Starting with the line that contains "context.rectangle(1187, 558, 299, 2)" and stopping after the line that contains "context.rectangle(1187, 894, 213, 2)", copy the entries below exactly. Include nothing else.

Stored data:
┄┄┄┄┄┄┄┄┄┄
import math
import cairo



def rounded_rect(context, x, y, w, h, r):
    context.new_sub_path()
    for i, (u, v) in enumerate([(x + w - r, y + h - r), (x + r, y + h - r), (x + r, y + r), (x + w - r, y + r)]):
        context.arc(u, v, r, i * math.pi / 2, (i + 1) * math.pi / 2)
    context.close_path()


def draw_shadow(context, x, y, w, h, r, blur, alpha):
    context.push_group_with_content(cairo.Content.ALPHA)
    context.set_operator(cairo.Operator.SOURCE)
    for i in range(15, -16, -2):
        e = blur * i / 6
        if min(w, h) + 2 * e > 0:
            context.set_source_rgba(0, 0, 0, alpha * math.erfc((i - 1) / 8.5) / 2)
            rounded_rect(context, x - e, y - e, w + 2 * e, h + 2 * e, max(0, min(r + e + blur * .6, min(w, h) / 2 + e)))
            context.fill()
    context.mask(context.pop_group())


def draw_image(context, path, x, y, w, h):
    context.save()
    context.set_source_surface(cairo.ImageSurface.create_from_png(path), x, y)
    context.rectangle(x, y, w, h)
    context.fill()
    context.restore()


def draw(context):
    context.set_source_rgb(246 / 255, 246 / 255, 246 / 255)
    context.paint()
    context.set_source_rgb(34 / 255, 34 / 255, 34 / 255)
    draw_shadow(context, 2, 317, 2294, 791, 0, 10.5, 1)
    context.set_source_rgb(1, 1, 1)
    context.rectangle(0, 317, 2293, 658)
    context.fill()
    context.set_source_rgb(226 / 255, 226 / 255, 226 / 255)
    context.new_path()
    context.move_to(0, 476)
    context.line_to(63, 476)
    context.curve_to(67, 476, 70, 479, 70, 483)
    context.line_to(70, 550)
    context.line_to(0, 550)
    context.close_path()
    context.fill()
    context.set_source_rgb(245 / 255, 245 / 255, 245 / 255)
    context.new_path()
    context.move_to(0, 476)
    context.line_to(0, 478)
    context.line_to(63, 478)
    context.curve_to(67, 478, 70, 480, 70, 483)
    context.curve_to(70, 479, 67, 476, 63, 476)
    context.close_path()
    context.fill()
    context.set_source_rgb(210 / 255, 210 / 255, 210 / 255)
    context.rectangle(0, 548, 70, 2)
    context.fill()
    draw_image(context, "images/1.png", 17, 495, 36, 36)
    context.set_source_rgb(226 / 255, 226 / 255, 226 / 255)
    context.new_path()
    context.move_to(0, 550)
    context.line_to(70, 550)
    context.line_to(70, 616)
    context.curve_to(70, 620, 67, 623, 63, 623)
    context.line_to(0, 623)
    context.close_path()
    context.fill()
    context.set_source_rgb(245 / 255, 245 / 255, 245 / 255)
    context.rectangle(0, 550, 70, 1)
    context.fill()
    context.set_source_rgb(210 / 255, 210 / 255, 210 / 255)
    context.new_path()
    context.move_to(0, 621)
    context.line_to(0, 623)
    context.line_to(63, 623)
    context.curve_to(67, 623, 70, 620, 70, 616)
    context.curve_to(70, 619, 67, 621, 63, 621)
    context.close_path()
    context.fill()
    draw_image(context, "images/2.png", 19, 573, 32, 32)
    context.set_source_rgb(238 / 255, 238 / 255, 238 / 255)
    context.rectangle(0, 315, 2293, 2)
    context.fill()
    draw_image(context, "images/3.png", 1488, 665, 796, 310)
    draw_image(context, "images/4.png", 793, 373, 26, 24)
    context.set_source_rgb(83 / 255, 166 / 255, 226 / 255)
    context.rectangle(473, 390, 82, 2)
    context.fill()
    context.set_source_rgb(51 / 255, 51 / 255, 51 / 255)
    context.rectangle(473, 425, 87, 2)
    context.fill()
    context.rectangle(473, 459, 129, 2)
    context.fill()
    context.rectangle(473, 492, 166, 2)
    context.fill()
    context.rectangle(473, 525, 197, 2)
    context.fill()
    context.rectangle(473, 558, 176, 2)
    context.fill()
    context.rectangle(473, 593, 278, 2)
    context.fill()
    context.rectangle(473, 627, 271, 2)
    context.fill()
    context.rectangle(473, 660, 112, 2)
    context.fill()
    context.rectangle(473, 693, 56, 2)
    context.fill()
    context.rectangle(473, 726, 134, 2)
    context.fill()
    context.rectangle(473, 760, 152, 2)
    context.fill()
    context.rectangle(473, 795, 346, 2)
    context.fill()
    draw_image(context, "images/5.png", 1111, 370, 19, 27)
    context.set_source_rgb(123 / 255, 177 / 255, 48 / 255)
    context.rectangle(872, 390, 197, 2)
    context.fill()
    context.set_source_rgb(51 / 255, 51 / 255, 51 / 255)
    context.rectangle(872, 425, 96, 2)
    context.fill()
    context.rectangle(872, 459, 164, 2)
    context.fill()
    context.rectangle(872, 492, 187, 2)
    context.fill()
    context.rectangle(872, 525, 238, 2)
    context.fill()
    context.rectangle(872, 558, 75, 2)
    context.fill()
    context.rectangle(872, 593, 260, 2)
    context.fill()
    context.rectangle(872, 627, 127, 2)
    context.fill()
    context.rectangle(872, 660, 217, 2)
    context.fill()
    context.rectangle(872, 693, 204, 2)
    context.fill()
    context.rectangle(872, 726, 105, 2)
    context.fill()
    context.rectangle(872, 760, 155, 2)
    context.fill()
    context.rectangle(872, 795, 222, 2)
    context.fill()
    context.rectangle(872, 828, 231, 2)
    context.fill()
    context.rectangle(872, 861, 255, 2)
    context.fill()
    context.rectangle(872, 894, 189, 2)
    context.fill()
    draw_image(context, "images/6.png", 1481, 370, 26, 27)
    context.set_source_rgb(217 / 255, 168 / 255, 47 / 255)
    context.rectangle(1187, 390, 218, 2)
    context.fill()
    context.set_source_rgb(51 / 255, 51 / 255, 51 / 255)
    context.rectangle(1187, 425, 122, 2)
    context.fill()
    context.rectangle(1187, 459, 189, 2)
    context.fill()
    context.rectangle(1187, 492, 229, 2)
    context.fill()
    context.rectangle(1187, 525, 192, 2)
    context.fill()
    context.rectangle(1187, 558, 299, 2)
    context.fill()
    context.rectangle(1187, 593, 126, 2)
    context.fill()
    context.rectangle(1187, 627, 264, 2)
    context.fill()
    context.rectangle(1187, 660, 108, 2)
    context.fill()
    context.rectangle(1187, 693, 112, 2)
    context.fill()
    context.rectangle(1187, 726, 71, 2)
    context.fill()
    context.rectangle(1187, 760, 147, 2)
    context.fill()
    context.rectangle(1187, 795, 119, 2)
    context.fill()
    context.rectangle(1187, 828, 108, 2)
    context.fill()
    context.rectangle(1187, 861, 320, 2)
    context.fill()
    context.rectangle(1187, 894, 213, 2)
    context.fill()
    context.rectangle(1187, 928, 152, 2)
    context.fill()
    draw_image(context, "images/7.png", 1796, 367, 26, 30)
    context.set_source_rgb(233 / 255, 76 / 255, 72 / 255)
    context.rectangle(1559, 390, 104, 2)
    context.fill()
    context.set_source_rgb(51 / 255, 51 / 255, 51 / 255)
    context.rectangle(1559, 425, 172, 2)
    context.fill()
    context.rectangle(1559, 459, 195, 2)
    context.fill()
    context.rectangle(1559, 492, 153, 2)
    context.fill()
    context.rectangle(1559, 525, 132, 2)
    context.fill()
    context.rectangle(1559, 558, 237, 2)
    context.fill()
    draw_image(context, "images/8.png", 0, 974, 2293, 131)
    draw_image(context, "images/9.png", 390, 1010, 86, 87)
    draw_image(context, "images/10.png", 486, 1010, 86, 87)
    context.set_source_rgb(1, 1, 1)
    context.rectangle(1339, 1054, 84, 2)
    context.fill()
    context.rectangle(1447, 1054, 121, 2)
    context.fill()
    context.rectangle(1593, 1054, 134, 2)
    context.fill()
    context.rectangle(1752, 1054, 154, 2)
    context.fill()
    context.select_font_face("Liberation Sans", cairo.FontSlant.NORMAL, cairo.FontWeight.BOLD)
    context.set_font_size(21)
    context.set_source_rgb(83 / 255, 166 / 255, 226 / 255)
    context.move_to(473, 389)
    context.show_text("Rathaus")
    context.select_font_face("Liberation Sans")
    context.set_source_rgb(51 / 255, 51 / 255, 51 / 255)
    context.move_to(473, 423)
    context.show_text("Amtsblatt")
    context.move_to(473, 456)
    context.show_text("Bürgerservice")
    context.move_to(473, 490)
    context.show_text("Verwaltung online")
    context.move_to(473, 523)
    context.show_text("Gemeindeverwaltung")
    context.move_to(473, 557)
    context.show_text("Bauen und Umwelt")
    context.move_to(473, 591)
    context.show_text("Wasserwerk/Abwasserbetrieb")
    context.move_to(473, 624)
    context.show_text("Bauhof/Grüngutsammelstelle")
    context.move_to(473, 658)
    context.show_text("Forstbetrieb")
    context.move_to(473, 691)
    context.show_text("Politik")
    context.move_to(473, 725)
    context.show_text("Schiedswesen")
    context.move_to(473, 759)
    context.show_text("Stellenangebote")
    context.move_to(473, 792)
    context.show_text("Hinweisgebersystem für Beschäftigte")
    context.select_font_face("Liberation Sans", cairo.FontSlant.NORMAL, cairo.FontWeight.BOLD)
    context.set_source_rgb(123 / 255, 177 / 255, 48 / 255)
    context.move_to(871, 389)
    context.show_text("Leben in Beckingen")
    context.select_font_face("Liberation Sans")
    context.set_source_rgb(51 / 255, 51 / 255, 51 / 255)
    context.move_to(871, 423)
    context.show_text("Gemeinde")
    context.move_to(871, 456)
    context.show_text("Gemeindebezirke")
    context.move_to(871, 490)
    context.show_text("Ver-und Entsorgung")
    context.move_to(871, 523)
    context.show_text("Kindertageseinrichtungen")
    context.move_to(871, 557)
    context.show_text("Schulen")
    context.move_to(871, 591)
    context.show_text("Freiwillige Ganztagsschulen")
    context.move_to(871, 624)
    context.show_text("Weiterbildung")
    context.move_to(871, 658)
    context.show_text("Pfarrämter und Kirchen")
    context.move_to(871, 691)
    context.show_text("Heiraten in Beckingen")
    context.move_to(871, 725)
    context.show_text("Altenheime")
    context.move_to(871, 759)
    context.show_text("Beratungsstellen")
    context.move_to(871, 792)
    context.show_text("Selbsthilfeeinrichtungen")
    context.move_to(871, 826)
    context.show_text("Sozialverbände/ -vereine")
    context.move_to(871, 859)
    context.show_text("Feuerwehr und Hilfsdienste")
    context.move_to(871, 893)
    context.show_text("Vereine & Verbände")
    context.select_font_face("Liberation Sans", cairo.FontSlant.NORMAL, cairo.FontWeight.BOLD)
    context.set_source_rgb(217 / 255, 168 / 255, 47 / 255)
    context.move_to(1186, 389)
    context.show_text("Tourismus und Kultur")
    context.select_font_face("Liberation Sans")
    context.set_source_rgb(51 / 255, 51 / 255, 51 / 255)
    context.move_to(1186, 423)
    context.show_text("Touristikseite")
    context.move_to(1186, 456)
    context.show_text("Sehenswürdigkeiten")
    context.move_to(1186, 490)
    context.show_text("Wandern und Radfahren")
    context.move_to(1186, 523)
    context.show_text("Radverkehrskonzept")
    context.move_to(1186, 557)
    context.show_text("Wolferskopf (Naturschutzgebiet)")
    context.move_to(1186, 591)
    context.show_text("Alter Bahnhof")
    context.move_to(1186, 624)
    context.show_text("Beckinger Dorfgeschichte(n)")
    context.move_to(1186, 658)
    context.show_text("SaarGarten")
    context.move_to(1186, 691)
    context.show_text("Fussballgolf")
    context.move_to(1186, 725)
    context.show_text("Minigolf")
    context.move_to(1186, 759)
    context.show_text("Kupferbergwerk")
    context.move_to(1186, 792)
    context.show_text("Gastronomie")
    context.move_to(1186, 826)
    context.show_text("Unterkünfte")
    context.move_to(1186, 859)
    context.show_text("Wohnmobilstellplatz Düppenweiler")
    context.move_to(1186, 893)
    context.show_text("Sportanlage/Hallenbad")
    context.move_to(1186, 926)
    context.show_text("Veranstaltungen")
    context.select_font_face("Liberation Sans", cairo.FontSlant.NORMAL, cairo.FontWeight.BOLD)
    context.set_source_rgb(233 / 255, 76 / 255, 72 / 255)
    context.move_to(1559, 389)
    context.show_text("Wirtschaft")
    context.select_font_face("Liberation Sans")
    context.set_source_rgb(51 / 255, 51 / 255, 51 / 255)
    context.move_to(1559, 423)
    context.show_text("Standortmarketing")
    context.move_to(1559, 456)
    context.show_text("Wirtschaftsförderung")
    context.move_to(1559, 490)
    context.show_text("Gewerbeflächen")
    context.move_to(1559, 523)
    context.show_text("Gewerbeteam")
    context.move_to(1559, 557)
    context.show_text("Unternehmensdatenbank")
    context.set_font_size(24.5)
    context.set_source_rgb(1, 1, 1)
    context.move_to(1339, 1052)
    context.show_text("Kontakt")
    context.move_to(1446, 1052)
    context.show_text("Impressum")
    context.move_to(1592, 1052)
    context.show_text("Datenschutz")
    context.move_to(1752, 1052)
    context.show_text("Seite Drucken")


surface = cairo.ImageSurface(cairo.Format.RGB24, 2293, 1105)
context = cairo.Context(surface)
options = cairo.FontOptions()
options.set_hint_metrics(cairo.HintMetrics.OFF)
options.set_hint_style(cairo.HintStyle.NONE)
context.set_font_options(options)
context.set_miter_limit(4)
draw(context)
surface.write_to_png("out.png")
┄┄┄┄┄┄┄┄┄┄
OUTPUT BELOW:
    context.rectangle(1187, 558, 299, 2)
    context.fill()
    context.rectangle(1187, 593, 126, 2)
    context.fill()
    context.rectangle(1187, 627, 264, 2)
    context.fill()
    context.rectangle(1187, 660, 108, 2)
    context.fill()
    context.rectangle(1187, 693, 112, 2)
    context.fill()
    context.rectangle(1187, 726, 71, 2)
    context.fill()
    context.rectangle(1187, 760, 147, 2)
    context.fill()
    context.rectangle(1187, 795, 119, 2)
    context.fill()
    context.rectangle(1187, 828, 108, 2)
    context.fill()
    context.rectangle(1187, 861, 320, 2)
    context.fill()
    context.rectangle(1187, 894, 213, 2)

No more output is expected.